Dataset items:
*** Begin section ***
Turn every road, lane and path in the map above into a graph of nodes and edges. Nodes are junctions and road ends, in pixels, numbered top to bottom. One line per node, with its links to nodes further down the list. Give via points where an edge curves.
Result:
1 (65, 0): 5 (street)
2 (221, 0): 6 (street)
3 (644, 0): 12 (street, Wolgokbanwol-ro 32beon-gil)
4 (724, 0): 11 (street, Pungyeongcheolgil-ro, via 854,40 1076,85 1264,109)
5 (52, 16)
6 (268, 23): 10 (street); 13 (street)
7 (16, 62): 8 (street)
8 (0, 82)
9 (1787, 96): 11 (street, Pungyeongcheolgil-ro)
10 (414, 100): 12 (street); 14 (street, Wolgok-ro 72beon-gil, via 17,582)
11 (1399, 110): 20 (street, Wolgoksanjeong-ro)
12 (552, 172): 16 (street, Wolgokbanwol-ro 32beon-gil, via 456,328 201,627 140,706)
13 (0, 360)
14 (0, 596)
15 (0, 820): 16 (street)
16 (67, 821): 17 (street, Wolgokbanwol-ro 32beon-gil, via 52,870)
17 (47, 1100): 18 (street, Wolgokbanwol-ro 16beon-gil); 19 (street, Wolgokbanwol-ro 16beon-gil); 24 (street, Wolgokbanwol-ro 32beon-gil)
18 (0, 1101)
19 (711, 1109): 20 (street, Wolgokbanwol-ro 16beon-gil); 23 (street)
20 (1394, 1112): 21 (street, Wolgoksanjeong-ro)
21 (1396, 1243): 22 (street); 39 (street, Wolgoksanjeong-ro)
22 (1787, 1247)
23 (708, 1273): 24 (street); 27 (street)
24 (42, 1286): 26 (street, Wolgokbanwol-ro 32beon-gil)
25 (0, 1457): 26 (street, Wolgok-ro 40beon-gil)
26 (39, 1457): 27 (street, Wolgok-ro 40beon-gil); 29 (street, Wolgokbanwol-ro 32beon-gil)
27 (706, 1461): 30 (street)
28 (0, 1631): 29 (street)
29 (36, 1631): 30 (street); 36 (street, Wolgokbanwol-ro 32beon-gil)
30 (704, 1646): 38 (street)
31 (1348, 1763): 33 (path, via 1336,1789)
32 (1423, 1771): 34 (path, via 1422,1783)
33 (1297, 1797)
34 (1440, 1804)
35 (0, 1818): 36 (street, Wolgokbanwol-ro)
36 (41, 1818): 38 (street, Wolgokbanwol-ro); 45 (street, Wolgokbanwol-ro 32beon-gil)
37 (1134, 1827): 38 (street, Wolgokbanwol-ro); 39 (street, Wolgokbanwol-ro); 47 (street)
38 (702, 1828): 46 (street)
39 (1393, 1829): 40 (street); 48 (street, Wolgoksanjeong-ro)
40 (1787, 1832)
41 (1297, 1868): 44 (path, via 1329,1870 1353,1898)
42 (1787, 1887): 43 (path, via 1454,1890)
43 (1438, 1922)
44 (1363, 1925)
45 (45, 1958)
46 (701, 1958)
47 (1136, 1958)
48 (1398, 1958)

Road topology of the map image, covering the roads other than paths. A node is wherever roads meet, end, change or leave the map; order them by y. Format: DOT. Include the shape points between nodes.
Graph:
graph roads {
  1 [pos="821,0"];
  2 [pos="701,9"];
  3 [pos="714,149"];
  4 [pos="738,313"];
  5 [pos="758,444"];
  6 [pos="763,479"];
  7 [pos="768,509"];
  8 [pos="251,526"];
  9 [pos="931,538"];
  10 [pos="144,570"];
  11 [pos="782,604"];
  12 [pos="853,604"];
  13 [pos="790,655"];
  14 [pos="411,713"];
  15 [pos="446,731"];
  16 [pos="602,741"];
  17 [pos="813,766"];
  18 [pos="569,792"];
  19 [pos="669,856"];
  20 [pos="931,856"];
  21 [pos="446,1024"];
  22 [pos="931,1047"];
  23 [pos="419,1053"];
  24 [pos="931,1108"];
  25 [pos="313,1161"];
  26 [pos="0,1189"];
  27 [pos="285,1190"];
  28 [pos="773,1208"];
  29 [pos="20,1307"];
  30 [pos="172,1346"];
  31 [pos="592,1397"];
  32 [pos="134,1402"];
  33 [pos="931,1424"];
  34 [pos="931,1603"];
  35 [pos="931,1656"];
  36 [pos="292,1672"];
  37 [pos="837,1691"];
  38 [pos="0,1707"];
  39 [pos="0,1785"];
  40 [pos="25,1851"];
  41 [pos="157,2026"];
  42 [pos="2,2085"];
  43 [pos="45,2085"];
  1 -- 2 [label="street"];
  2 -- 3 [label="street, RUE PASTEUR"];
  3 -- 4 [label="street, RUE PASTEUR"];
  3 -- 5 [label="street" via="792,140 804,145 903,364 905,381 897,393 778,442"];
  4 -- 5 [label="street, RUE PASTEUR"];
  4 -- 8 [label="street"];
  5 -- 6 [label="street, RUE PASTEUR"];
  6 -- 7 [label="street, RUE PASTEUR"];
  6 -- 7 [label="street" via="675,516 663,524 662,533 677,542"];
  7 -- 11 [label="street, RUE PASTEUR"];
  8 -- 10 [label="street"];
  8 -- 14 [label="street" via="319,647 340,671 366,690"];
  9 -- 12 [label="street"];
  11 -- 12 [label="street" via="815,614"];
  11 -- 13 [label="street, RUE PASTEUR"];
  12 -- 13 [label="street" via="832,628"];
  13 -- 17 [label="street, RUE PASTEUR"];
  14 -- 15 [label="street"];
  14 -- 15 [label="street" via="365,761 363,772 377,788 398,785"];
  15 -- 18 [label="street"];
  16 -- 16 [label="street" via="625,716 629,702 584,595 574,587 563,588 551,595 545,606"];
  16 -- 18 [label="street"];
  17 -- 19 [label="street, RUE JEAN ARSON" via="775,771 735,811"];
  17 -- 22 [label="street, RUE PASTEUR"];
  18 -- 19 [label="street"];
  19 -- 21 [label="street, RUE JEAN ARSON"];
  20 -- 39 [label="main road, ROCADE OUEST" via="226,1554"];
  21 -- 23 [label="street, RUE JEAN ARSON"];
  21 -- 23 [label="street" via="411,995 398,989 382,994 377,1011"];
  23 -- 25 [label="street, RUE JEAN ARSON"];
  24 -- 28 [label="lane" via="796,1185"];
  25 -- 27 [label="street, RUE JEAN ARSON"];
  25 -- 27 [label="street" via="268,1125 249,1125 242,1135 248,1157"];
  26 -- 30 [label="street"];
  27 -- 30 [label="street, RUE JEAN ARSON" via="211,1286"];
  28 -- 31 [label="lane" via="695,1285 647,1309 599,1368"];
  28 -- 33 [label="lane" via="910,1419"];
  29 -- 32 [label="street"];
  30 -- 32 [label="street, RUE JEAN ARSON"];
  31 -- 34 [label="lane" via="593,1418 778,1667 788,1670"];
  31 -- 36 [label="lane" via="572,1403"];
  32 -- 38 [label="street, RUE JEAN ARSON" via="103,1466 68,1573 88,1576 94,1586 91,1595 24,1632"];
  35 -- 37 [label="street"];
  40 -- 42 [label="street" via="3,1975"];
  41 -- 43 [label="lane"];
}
*** End section ***
EXERCISE: Count the lines in the records above that contain "Pungyeongcheolgil", please, and give the number without any other words.

OUTPUT FOR THIS EXERCISE: 2